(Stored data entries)
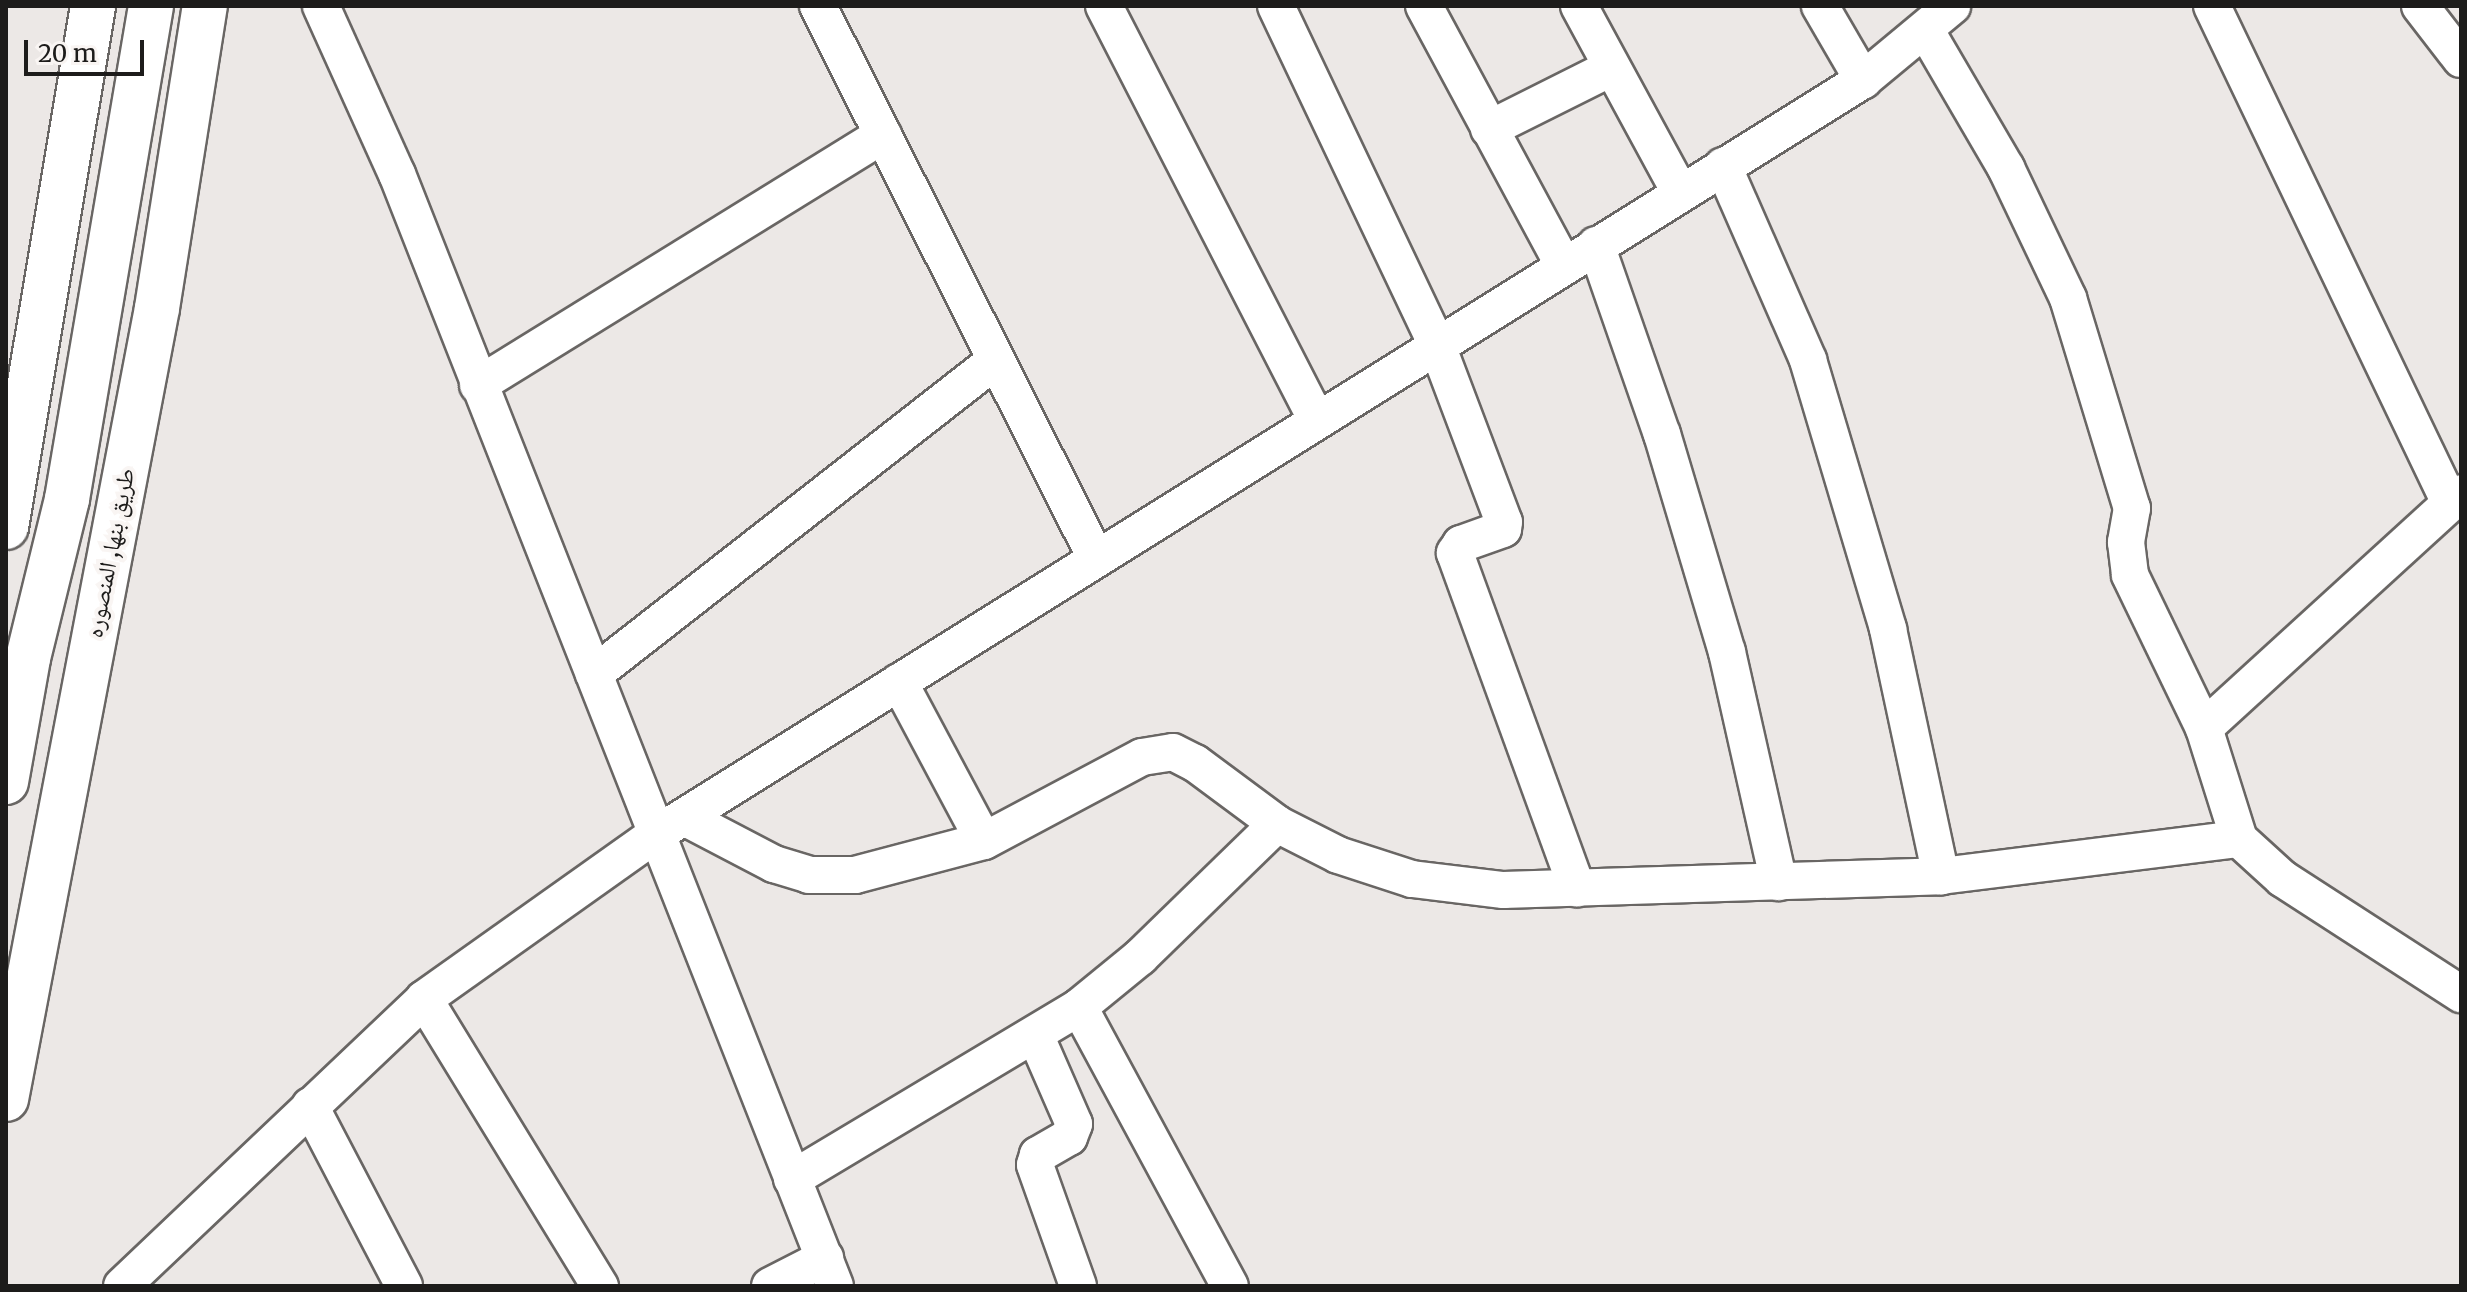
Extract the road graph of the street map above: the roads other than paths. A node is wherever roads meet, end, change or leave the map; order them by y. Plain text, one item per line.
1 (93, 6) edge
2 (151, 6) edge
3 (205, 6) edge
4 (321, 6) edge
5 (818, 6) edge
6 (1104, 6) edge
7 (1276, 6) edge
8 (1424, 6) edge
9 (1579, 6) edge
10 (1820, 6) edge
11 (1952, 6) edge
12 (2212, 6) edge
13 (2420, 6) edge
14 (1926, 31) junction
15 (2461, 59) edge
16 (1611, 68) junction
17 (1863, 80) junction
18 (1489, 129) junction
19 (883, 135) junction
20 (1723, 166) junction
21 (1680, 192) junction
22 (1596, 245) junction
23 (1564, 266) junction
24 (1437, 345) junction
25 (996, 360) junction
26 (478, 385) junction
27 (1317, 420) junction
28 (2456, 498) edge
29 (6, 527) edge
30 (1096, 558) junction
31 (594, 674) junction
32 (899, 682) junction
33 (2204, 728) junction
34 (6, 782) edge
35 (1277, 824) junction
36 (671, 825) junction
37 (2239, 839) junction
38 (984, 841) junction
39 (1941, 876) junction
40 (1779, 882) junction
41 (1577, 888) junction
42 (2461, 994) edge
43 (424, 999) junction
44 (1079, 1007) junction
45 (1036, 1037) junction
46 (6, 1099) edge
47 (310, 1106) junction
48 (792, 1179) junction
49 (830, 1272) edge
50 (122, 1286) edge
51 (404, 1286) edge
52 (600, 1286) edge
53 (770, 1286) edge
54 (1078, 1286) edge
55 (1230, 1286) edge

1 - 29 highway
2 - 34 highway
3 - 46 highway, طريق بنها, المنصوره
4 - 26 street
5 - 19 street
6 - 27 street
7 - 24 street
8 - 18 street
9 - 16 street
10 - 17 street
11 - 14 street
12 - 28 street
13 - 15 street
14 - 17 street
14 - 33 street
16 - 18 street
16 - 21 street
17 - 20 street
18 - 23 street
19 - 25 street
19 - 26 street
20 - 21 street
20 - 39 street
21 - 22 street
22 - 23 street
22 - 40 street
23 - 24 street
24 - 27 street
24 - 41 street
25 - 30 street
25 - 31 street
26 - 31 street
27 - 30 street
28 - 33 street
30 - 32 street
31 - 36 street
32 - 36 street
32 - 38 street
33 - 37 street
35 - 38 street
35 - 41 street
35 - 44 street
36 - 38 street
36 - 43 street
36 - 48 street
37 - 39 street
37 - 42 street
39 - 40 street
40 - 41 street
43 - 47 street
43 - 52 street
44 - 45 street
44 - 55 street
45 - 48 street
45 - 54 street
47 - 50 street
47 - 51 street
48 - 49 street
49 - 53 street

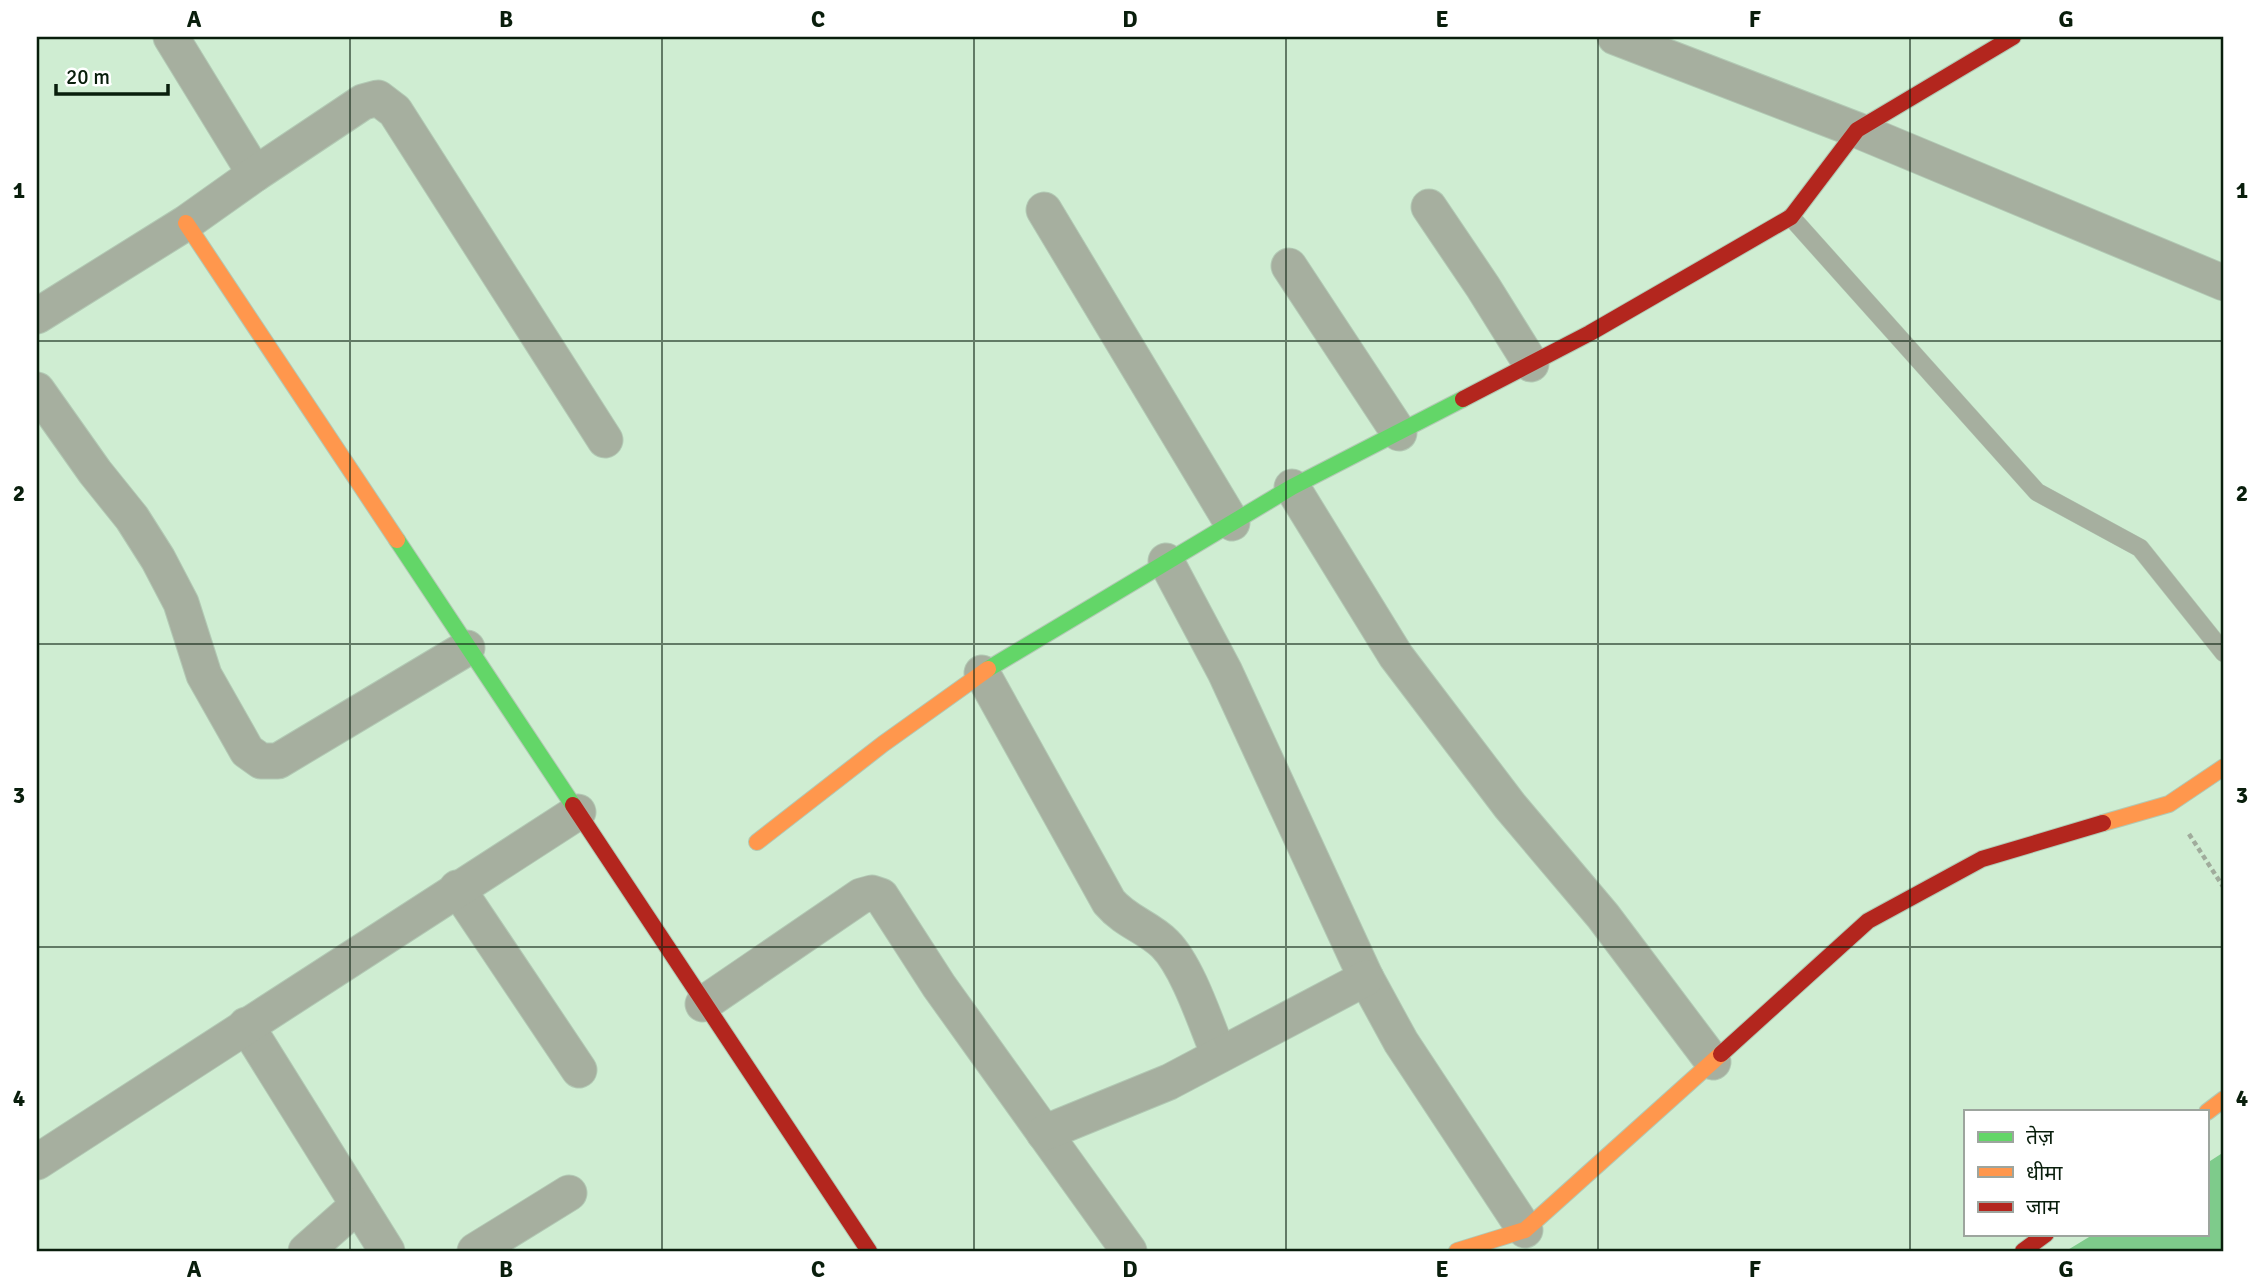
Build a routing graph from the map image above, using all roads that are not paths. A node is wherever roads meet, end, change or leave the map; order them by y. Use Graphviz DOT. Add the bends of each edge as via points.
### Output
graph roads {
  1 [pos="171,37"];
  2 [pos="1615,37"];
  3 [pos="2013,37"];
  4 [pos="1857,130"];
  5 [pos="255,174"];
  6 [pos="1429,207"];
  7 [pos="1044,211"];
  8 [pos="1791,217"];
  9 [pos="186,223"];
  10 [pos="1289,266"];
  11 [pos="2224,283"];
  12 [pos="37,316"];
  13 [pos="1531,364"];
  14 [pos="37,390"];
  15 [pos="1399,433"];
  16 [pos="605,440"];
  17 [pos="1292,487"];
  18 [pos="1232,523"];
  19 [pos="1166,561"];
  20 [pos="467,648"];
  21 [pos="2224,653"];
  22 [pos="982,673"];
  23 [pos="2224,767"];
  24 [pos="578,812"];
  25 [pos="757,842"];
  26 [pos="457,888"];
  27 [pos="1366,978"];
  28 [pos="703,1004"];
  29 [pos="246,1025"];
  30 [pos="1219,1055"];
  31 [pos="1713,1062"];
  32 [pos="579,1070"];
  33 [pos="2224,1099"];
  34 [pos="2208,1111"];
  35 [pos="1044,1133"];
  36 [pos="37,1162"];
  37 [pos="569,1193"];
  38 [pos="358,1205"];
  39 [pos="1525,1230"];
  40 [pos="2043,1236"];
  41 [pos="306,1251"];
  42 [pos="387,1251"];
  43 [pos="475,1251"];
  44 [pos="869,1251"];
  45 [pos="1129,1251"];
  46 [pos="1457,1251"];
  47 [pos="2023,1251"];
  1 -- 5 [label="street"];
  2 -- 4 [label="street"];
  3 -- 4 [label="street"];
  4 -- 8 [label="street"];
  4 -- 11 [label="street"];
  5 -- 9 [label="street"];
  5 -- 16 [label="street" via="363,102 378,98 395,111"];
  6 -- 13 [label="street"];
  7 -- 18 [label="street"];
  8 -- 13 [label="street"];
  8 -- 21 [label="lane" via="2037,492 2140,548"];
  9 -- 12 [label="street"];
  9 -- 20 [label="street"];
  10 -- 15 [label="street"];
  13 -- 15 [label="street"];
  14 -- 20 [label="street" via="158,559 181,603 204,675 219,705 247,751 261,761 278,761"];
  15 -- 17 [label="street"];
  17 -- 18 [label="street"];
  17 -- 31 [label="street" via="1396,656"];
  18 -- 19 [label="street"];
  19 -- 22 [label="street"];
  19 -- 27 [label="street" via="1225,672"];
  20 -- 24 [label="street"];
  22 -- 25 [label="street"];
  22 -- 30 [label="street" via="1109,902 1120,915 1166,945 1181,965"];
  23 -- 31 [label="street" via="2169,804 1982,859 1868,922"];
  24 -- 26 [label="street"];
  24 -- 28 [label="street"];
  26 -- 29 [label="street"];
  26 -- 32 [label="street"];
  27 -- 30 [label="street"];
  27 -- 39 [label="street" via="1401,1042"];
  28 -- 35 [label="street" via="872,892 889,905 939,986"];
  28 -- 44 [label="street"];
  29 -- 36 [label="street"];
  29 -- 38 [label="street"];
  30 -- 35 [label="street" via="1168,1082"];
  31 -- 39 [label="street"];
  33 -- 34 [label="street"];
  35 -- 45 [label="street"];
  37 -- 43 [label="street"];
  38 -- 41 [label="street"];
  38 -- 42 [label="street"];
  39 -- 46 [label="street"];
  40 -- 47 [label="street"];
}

GOAL OF THE EXERCISE: Show all lines from the records above where the word "change" occurs.

OUTPUT OF THE EXERCISE:
Extract the road graph of the street map above: the roads other than paths. A node is wherever roads meet, end, change or leave the map; order them by y. Plain text, one item per line.
Build a routing graph from the map image above, using all roads that are not paths. A node is wherever roads meet, end, change or leave the map; order them by y. Use Graphviz DOT. Add the bends of each edge as via points.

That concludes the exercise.